Este sábado se cumplieron 106 años desde el comienzo del exterminio de más de un millón y medio de armenios por parte del Imperio Otomano. A diferencia de quienes lo precedieron en la Casa Blanca, Joe Biden reconoció el carácter de genocidio de la masacre. Con su declaración, el presidente estadounidense suma tensión a la relación con Ankara.
En un comunicado oficial, Biden recordó a las víctimas del genocidio perpetrado entre 1915 y 1923. En 2019, el Congreso estadounidense había aprobado las resoluciones pertinentes para reconocer el genocidio. No obstante, Donald Trump optó por conservar las buenas relaciones con Recep Tayyip Erdogan. Actualmente, el vínculo con el Gobierno turco ya se había agravado por la compra de equipamiento militar ruso, las violaciones a los derechos humanos y las intervenciones militares tanto en Siria como en Libia. En una conversación entre ambos mandatarios, Biden expresó su voluntad de trabajar en pos de una relación bilateral constructiva.
Turquía, que constituye el Estado heredero del Imperio Otomano, ha reconocido la muerte de armenios en combate con las fuerzas otomanas. Sin embargo, rechaza firmemente su calificación como genocidio. Asimismo, los sucesivos gobiernos turcos han cuestionado las cifras de víctimas reportadas por historiadores a la vez que aseguran que hubo fallecidos en ambos bandos del conflicto.
Mientras el Holocausto, las masacres de los tutsis en Ruanda y la de musulmanes en Bosnia son considerados por la comunidad internacional como casos de genocidio, el caso armenio carece de consenso político para ser considerado como tal.

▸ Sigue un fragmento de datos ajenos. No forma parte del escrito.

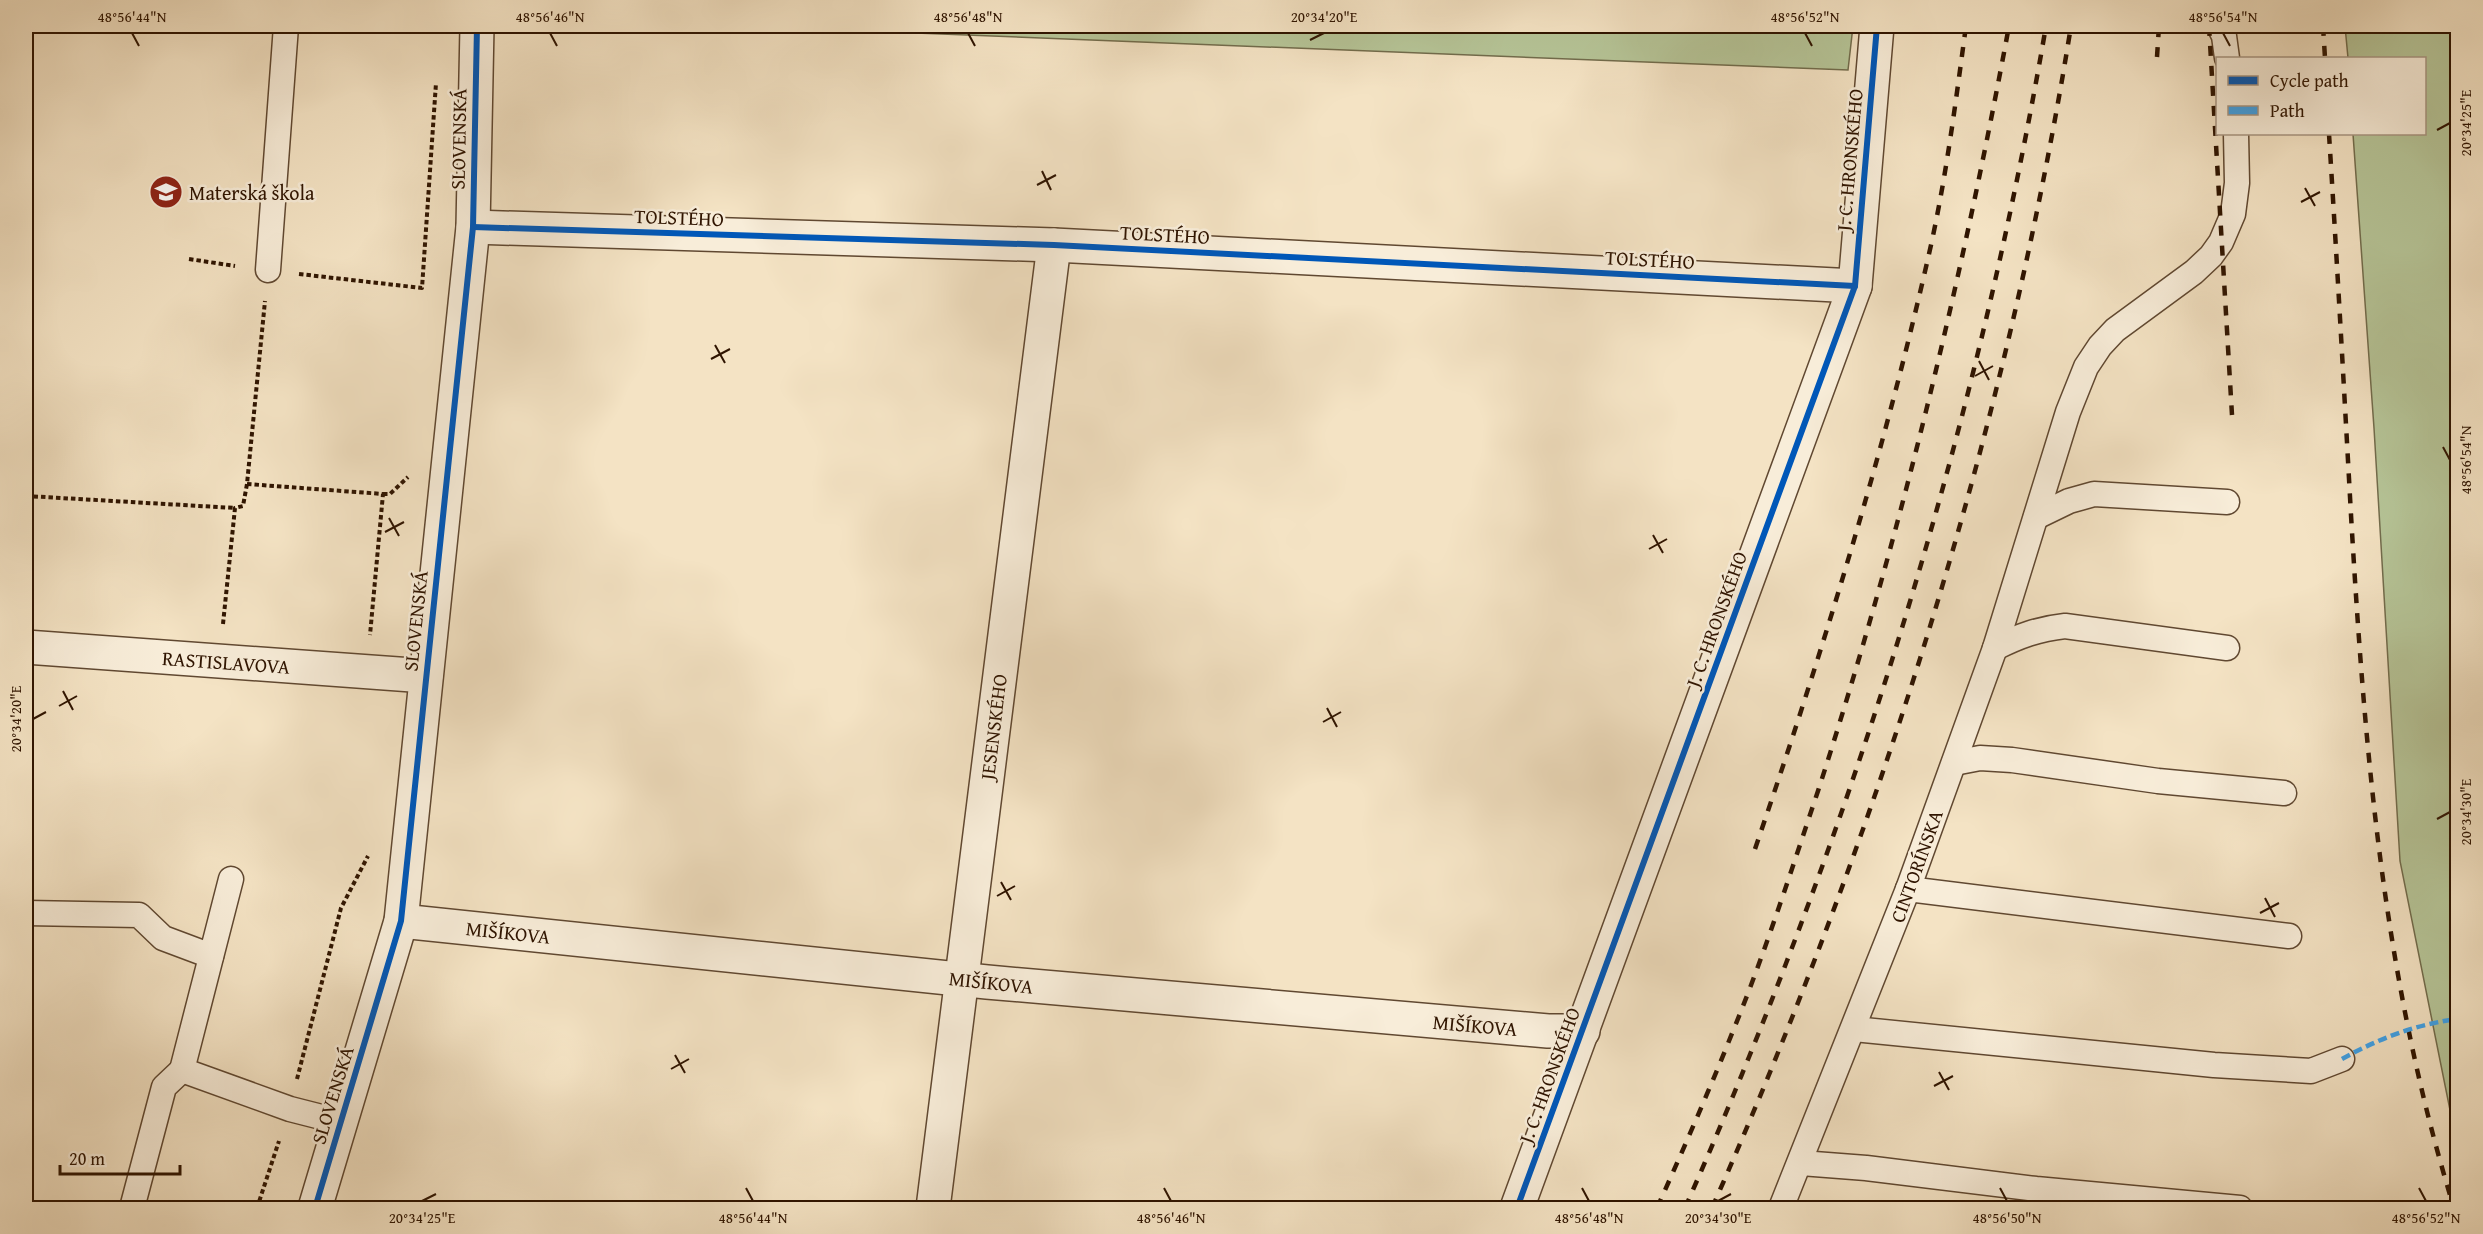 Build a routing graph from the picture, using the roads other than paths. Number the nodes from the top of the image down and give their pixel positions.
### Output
1 (286, 26) edge
2 (477, 26) edge
3 (1877, 26) edge
4 (2219, 26) edge
5 (2227, 57) edge
6 (2236, 135) edge
7 (473, 226) junction
8 (1054, 245) junction
9 (268, 270) road end
10 (1855, 286) junction
11 (2227, 502) dead end
12 (2036, 517) junction
13 (26, 647) edge
14 (1995, 648) junction
15 (2228, 648) dead end
16 (426, 676) junction
17 (1954, 763) junction
18 (2284, 794) dead end
19 (231, 879) dead end
20 (1908, 889) junction
21 (26, 913) edge
22 (401, 921) junction
23 (2289, 936) dead end
24 (211, 956) junction
25 (962, 979) junction
26 (1854, 1029) junction
27 (1583, 1031) junction
28 (2342, 1059) dead end
29 (182, 1070) junction
30 (341, 1122) junction
31 (1801, 1163) junction
32 (132, 1209) edge
33 (315, 1209) edge
34 (933, 1209) edge
35 (1517, 1209) edge
36 (1781, 1209) edge
37 (2240, 1209) edge

1 - 9 lane
2 - 7 street, SLOVENSKÁ
3 - 10 street, J. C. HRONSKÉHO
4 - 5 lane
6 - 12 lane, CINTORÍNSKA
7 - 8 street, TOLSTÉHO
7 - 16 street, SLOVENSKÁ
8 - 10 street, TOLSTÉHO
8 - 25 street, JESENSKÉHO
10 - 27 street, J. C. HRONSKÉHO
11 - 12 lane
12 - 14 lane, CINTORÍNSKA
13 - 16 street, RASTISLAVOVA
14 - 15 lane
14 - 17 lane, CINTORÍNSKA
16 - 22 street, SLOVENSKÁ
17 - 18 lane
17 - 20 lane, CINTORÍNSKA
19 - 24 lane
20 - 23 lane
20 - 26 lane, CINTORÍNSKA
21 - 24 lane
22 - 25 street, MIŠÍKOVA
22 - 30 street, SLOVENSKÁ
24 - 29 lane
25 - 27 street, MIŠÍKOVA
25 - 34 street, JESENSKÉHO
26 - 28 lane
26 - 31 lane, CINTORÍNSKA
27 - 35 street, J. C. HRONSKÉHO
29 - 30 lane
29 - 32 lane
30 - 33 street, SLOVENSKÁ
31 - 36 lane, CINTORÍNSKA
31 - 37 lane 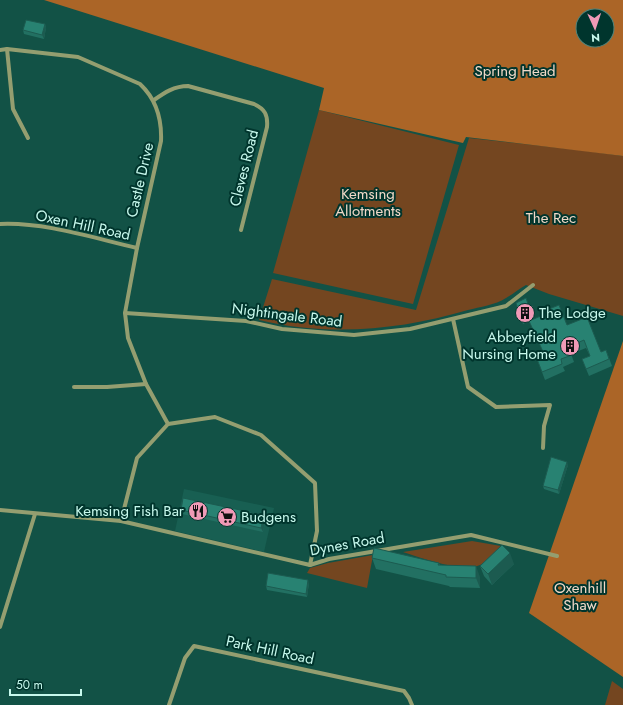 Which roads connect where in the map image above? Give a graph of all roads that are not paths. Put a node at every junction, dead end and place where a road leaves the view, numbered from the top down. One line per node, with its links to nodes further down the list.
1 (6, 49): 2 (street, Castle Drive); 3 (street, Castle Drive); 4 (street)
2 (0, 50)
3 (154, 100): 6 (street, Cleves Road); 7 (street, Castle Drive)
4 (28, 138)
5 (0, 224): 7 (street, Oxen Hill Road)
6 (241, 230)
7 (136, 248): 9 (street, Castle Drive)
8 (533, 285): 10 (street, Nightingale Road)
9 (125, 313): 10 (street, Nightingale Road); 11 (street, Castle Drive)
10 (453, 319): 14 (street)
11 (146, 384): 12 (street); 13 (street, Castle Drive)
12 (74, 387)
13 (168, 424): 17 (street); 19 (street)
14 (543, 448)
15 (0, 510): 16 (street, Dynes Road)
16 (35, 514): 17 (street, Dynes Road); 20 (street)
17 (121, 521): 19 (street, Dynes Road)
18 (557, 556): 19 (street, Dynes Road)
19 (310, 565)
20 (0, 627)
21 (169, 705): 22 (street, Park Hill Road)
22 (412, 705) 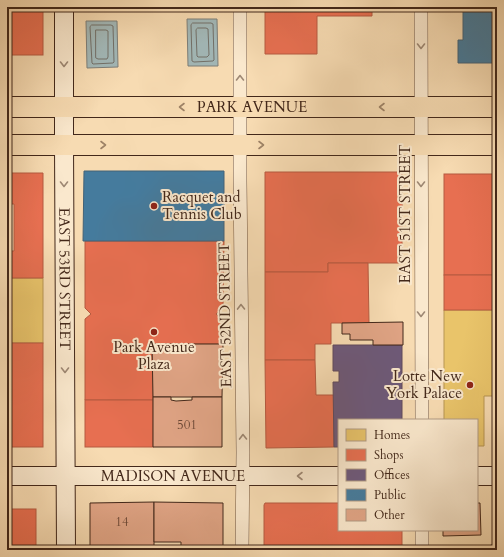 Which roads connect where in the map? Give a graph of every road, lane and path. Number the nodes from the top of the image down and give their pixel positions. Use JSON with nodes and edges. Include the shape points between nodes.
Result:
{"nodes":[{"id":1,"x":64,"y":7,"type":"edge"},
{"id":2,"x":240,"y":7,"type":"edge"},
{"id":3,"x":421,"y":7,"type":"edge"},
{"id":4,"x":7,"y":107,"type":"edge"},
{"id":5,"x":64,"y":107,"type":"junction"},
{"id":6,"x":240,"y":107,"type":"junction"},
{"id":7,"x":421,"y":107,"type":"junction"},
{"id":8,"x":497,"y":107,"type":"edge"},
{"id":9,"x":7,"y":145,"type":"edge"},
{"id":10,"x":64,"y":145,"type":"junction"},
{"id":11,"x":240,"y":145,"type":"junction"},
{"id":12,"x":421,"y":145,"type":"junction"},
{"id":13,"x":497,"y":145,"type":"edge"},
{"id":14,"x":422,"y":419,"type":"edge"},
{"id":15,"x":7,"y":476,"type":"edge"},
{"id":16,"x":66,"y":476,"type":"junction"},
{"id":17,"x":243,"y":476,"type":"junction"},
{"id":18,"x":338,"y":476,"type":"edge"},
{"id":19,"x":478,"y":476,"type":"edge"},
{"id":20,"x":497,"y":476,"type":"edge"},
{"id":21,"x":422,"y":531,"type":"edge"},
{"id":22,"x":66,"y":550,"type":"edge"},
{"id":23,"x":242,"y":550,"type":"edge"},
{"id":24,"x":422,"y":550,"type":"edge"}],
"edges":[{"from":1,"to":5,"type":"main road","name":"EAST 53RD STREET","one_way":true},
{"from":6,"to":2,"type":"street","name":"EAST 52ND STREET","one_way":true},
{"from":3,"to":7,"type":"street","name":"EAST 51ST STREET","one_way":true},
{"from":4,"to":5,"type":"main road","name":"PARK AVENUE"},
{"from":6,"to":5,"type":"main road","name":"PARK AVENUE","one_way":true},
{"from":5,"to":10,"type":"main road","name":"EAST 53RD STREET"},
{"from":7,"to":6,"type":"main road","name":"PARK AVENUE","one_way":true},
{"from":6,"to":11,"type":"street","name":"EAST 52ND STREET"},
{"from":7,"to":8,"type":"main road","name":"PARK AVENUE"},
{"from":7,"to":12,"type":"street","name":"EAST 51ST STREET"},
{"from":9,"to":10,"type":"main road"},
{"from":10,"to":11,"type":"main road","one_way":true},
{"from":10,"to":16,"type":"main road","name":"EAST 53RD STREET","one_way":true},
{"from":11,"to":12,"type":"main road","one_way":true},
{"from":17,"to":11,"type":"street","name":"EAST 52ND STREET","one_way":true},
{"from":12,"to":13,"type":"main road"},
{"from":12,"to":14,"type":"street","name":"EAST 51ST STREET","one_way":true},
{"from":15,"to":16,"type":"main road","name":"MADISON AVENUE"},
{"from":16,"to":17,"type":"main road","name":"MADISON AVENUE"},
{"from":16,"to":22,"type":"main road","name":"EAST 53RD STREET"},
{"from":18,"to":17,"type":"main road","name":"MADISON AVENUE","one_way":true},
{"from":17,"to":23,"type":"street","name":"EAST 52ND STREET"},
{"from":19,"to":20,"type":"main road"},
{"from":21,"to":24,"type":"street"}]} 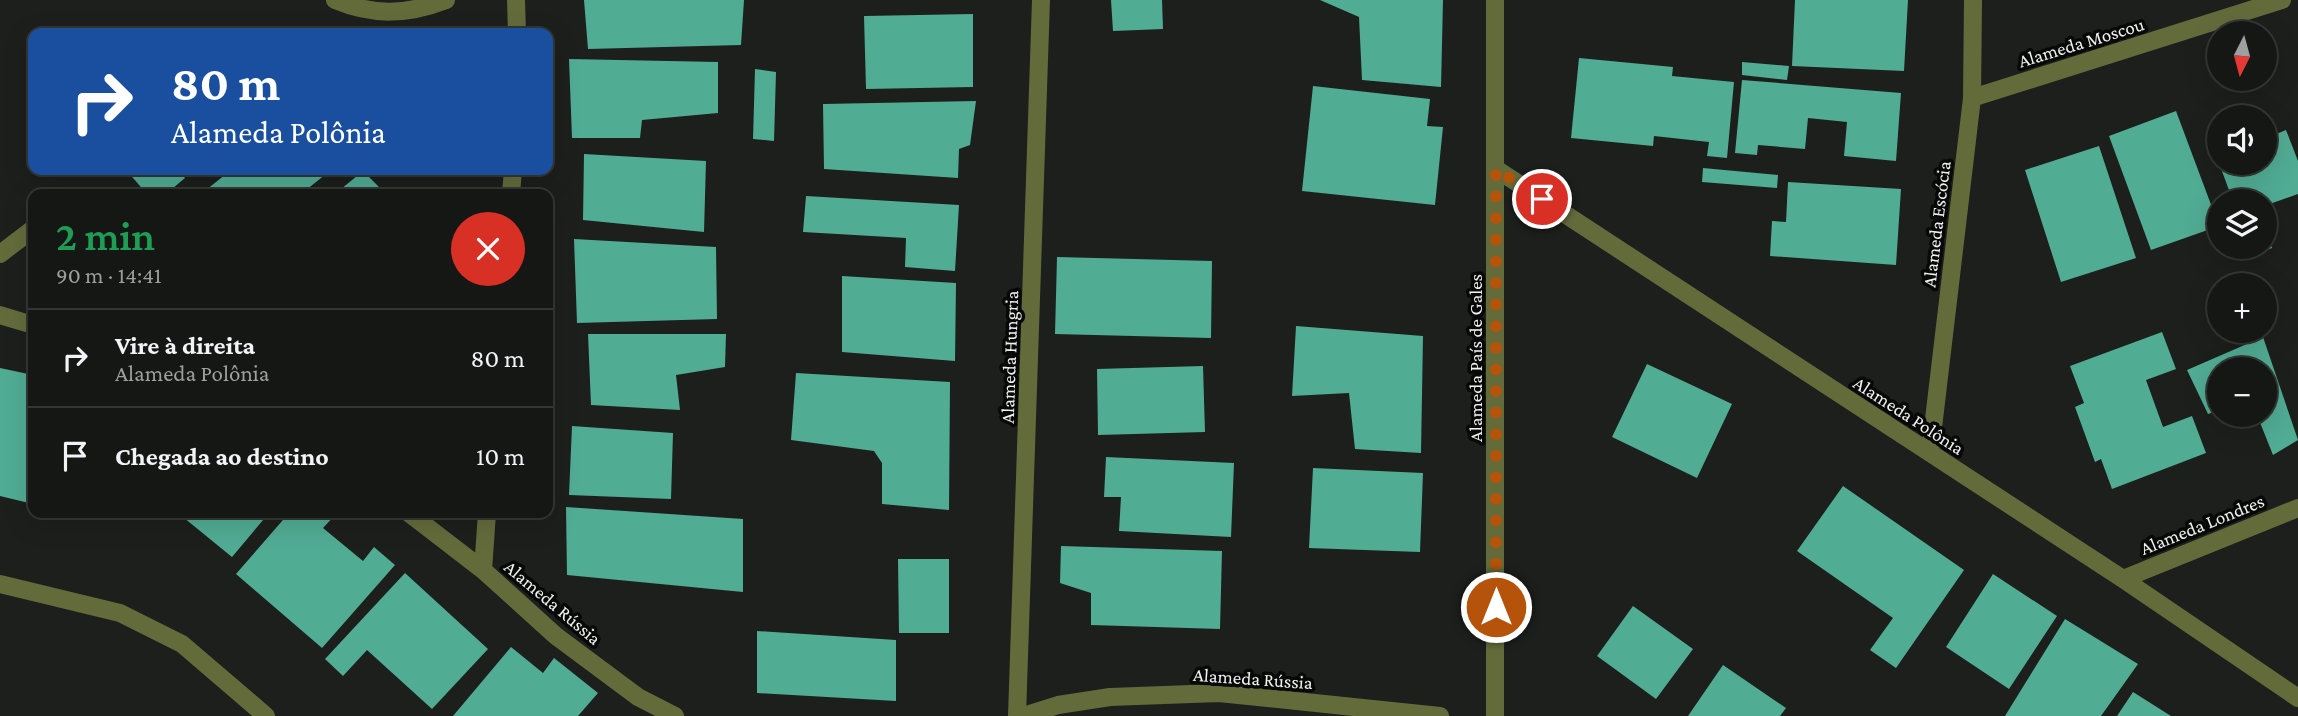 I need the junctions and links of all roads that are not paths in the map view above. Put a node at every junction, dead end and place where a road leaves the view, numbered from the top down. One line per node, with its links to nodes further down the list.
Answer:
1 (335, 0): 2 (street)
2 (446, 0)
3 (516, 0): 8 (street)
4 (1041, 0): 25 (street, Alameda Hungria)
5 (1495, 0): 10 (street, Alameda País de Gales)
6 (1973, 0): 9 (street, Alameda Escócia)
7 (2282, 0): 9 (street, Alameda Moscou)
8 (517, 28)
9 (1972, 98): 15 (street, Alameda Escócia)
10 (1496, 169): 15 (street, Alameda Polônia); 27 (street, Alameda País de Gales)
11 (28, 233): 12 (street)
12 (0, 254)
13 (0, 315): 14 (street)
14 (28, 323)
15 (1930, 453): 20 (street, Alameda Polônia)
16 (2298, 508): 20 (street, Alameda Londres)
17 (416, 518): 19 (street, Alameda Rússia)
18 (487, 518): 19 (street)
19 (483, 569): 24 (street, Alameda Rússia)
20 (2123, 579): 22 (street, Alameda Polônia)
21 (0, 584): 23 (street)
22 (2298, 698)
23 (266, 716)
24 (675, 716)
25 (1020, 716): 26 (street, Alameda Rússia)
26 (1440, 716)
27 (1495, 716)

Tan solo una treintena de países han reconocido el genocidio armenio. A pesar de ello, fueron la masacre de los armenios y el Holocausto contra judíos y gitanos las que impulsaron la creación de un concepto referido a la voluntad de exterminio de la totalidad de un grupo étnico o religioso. A raíz de ello, en 1948 el término “genocidio” fue incorporado al derecho internacional con la firma de la convención de las Naciones Unidas contra el genocidio.